### Exercise directions
Copy the data exactly.

Saved data entries
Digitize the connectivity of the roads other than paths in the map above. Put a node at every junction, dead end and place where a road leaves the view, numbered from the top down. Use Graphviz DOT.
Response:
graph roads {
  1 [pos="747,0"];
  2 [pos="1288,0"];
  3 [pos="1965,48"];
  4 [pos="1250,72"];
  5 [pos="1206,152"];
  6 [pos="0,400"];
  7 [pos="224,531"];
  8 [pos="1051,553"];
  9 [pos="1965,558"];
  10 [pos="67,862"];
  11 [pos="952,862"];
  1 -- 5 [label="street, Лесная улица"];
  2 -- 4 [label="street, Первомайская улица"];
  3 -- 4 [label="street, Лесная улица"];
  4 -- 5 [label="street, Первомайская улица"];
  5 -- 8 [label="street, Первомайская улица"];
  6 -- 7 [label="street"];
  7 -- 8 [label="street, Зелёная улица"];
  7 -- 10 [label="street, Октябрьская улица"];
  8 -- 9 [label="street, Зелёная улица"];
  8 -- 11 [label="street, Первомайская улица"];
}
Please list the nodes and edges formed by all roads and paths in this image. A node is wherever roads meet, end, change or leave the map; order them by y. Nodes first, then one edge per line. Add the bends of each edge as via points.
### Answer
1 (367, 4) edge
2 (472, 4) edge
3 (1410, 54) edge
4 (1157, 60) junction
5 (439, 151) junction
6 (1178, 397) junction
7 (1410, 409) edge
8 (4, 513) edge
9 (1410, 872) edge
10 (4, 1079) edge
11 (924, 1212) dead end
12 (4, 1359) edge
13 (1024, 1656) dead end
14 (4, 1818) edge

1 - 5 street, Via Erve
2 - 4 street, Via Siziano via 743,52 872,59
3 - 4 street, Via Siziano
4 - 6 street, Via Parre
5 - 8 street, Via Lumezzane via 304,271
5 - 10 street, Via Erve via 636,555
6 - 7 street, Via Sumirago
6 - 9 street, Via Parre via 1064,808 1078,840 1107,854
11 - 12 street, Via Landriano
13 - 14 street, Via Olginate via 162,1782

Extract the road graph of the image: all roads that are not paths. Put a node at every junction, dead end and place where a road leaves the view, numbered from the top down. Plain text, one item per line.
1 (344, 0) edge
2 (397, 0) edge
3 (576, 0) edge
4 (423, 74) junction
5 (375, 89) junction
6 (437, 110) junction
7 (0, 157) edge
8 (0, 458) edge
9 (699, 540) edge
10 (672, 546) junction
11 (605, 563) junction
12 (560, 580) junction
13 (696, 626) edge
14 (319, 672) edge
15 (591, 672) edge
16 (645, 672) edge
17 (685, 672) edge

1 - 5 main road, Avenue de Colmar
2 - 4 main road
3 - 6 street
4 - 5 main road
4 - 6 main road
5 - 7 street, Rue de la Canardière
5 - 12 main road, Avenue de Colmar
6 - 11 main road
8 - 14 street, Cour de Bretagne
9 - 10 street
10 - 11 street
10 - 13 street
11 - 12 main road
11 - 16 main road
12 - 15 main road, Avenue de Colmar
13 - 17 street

### Answer to this exercise
Digitize the connectivity of the roads other than paths in the map above. Put a node at every junction, dead end and place where a road leaves the view, numbered from the top down. Use Graphviz DOT.
Response:
graph roads {
  1 [pos="747,0"];
  2 [pos="1288,0"];
  3 [pos="1965,48"];
  4 [pos="1250,72"];
  5 [pos="1206,152"];
  6 [pos="0,400"];
  7 [pos="224,531"];
  8 [pos="1051,553"];
  9 [pos="1965,558"];
  10 [pos="67,862"];
  11 [pos="952,862"];
  1 -- 5 [label="street, Лесная улица"];
  2 -- 4 [label="street, Первомайская улица"];
  3 -- 4 [label="street, Лесная улица"];
  4 -- 5 [label="street, Первомайская улица"];
  5 -- 8 [label="street, Первомайская улица"];
  6 -- 7 [label="street"];
  7 -- 8 [label="street, Зелёная улица"];
  7 -- 10 [label="street, Октябрьская улица"];
  8 -- 9 [label="street, Зелёная улица"];
  8 -- 11 [label="street, Первомайская улица"];
}
Please list the nodes and edges formed by all roads and paths in this image. A node is wherever roads meet, end, change or leave the map; order them by y. Nodes first, then one edge per line. Add the bends of each edge as via points.
### Answer
1 (367, 4) edge
2 (472, 4) edge
3 (1410, 54) edge
4 (1157, 60) junction
5 (439, 151) junction
6 (1178, 397) junction
7 (1410, 409) edge
8 (4, 513) edge
9 (1410, 872) edge
10 (4, 1079) edge
11 (924, 1212) dead end
12 (4, 1359) edge
13 (1024, 1656) dead end
14 (4, 1818) edge

1 - 5 street, Via Erve
2 - 4 street, Via Siziano via 743,52 872,59
3 - 4 street, Via Siziano
4 - 6 street, Via Parre
5 - 8 street, Via Lumezzane via 304,271
5 - 10 street, Via Erve via 636,555
6 - 7 street, Via Sumirago
6 - 9 street, Via Parre via 1064,808 1078,840 1107,854
11 - 12 street, Via Landriano
13 - 14 street, Via Olginate via 162,1782

Extract the road graph of the image: all roads that are not paths. Put a node at every junction, dead end and place where a road leaves the view, numbered from the top down. Plain text, one item per line.
1 (344, 0) edge
2 (397, 0) edge
3 (576, 0) edge
4 (423, 74) junction
5 (375, 89) junction
6 (437, 110) junction
7 (0, 157) edge
8 (0, 458) edge
9 (699, 540) edge
10 (672, 546) junction
11 (605, 563) junction
12 (560, 580) junction
13 (696, 626) edge
14 (319, 672) edge
15 (591, 672) edge
16 (645, 672) edge
17 (685, 672) edge

1 - 5 main road, Avenue de Colmar
2 - 4 main road
3 - 6 street
4 - 5 main road
4 - 6 main road
5 - 7 street, Rue de la Canardière
5 - 12 main road, Avenue de Colmar
6 - 11 main road
8 - 14 street, Cour de Bretagne
9 - 10 street
10 - 11 street
10 - 13 street
11 - 12 main road
11 - 16 main road
12 - 15 main road, Avenue de Colmar
13 - 17 street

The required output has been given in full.